• The input
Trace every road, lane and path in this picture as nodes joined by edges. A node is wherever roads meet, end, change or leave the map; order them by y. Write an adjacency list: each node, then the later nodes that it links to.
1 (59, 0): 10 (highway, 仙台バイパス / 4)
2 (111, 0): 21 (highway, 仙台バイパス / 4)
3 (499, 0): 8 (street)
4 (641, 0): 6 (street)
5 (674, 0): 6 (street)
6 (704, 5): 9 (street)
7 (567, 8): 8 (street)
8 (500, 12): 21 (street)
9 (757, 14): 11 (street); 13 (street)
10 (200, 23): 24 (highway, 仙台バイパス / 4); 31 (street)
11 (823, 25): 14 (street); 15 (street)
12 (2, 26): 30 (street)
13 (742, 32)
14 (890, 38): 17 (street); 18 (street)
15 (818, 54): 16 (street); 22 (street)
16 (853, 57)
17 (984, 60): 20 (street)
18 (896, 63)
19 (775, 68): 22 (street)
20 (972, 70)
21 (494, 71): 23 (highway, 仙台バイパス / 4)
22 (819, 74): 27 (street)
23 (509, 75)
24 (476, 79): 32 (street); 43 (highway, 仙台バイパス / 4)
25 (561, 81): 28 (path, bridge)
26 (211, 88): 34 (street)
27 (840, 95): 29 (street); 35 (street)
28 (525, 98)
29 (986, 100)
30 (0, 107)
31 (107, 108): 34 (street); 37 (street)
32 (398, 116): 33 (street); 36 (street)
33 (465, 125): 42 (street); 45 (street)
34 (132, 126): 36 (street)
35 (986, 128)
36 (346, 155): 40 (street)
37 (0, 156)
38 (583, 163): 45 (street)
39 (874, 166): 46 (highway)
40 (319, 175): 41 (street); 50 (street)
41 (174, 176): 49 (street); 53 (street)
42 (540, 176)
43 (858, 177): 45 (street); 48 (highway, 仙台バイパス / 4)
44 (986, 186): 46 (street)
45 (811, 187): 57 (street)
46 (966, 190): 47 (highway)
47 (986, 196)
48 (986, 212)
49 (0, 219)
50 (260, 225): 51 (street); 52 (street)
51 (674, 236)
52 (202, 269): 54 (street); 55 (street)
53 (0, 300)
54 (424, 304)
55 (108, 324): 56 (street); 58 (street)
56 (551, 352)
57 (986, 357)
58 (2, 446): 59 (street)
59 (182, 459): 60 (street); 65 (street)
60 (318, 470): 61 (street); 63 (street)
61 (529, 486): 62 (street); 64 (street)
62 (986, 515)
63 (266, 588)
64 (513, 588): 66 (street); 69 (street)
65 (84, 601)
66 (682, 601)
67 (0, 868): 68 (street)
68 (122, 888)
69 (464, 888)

• Exercise
All of the material above is to be retyped word for word.

• Expected output
Trace every road, lane and path in this picture as nodes joined by edges. A node is wherever roads meet, end, change or leave the map; order them by y. Write an adjacency list: each node, then the later nodes that it links to.
1 (59, 0): 10 (highway, 仙台バイパス / 4)
2 (111, 0): 21 (highway, 仙台バイパス / 4)
3 (499, 0): 8 (street)
4 (641, 0): 6 (street)
5 (674, 0): 6 (street)
6 (704, 5): 9 (street)
7 (567, 8): 8 (street)
8 (500, 12): 21 (street)
9 (757, 14): 11 (street); 13 (street)
10 (200, 23): 24 (highway, 仙台バイパス / 4); 31 (street)
11 (823, 25): 14 (street); 15 (street)
12 (2, 26): 30 (street)
13 (742, 32)
14 (890, 38): 17 (street); 18 (street)
15 (818, 54): 16 (street); 22 (street)
16 (853, 57)
17 (984, 60): 20 (street)
18 (896, 63)
19 (775, 68): 22 (street)
20 (972, 70)
21 (494, 71): 23 (highway, 仙台バイパス / 4)
22 (819, 74): 27 (street)
23 (509, 75)
24 (476, 79): 32 (street); 43 (highway, 仙台バイパス / 4)
25 (561, 81): 28 (path, bridge)
26 (211, 88): 34 (street)
27 (840, 95): 29 (street); 35 (street)
28 (525, 98)
29 (986, 100)
30 (0, 107)
31 (107, 108): 34 (street); 37 (street)
32 (398, 116): 33 (street); 36 (street)
33 (465, 125): 42 (street); 45 (street)
34 (132, 126): 36 (street)
35 (986, 128)
36 (346, 155): 40 (street)
37 (0, 156)
38 (583, 163): 45 (street)
39 (874, 166): 46 (highway)
40 (319, 175): 41 (street); 50 (street)
41 (174, 176): 49 (street); 53 (street)
42 (540, 176)
43 (858, 177): 45 (street); 48 (highway, 仙台バイパス / 4)
44 (986, 186): 46 (street)
45 (811, 187): 57 (street)
46 (966, 190): 47 (highway)
47 (986, 196)
48 (986, 212)
49 (0, 219)
50 (260, 225): 51 (street); 52 (street)
51 (674, 236)
52 (202, 269): 54 (street); 55 (street)
53 (0, 300)
54 (424, 304)
55 (108, 324): 56 (street); 58 (street)
56 (551, 352)
57 (986, 357)
58 (2, 446): 59 (street)
59 (182, 459): 60 (street); 65 (street)
60 (318, 470): 61 (street); 63 (street)
61 (529, 486): 62 (street); 64 (street)
62 (986, 515)
63 (266, 588)
64 (513, 588): 66 (street); 69 (street)
65 (84, 601)
66 (682, 601)
67 (0, 868): 68 (street)
68 (122, 888)
69 (464, 888)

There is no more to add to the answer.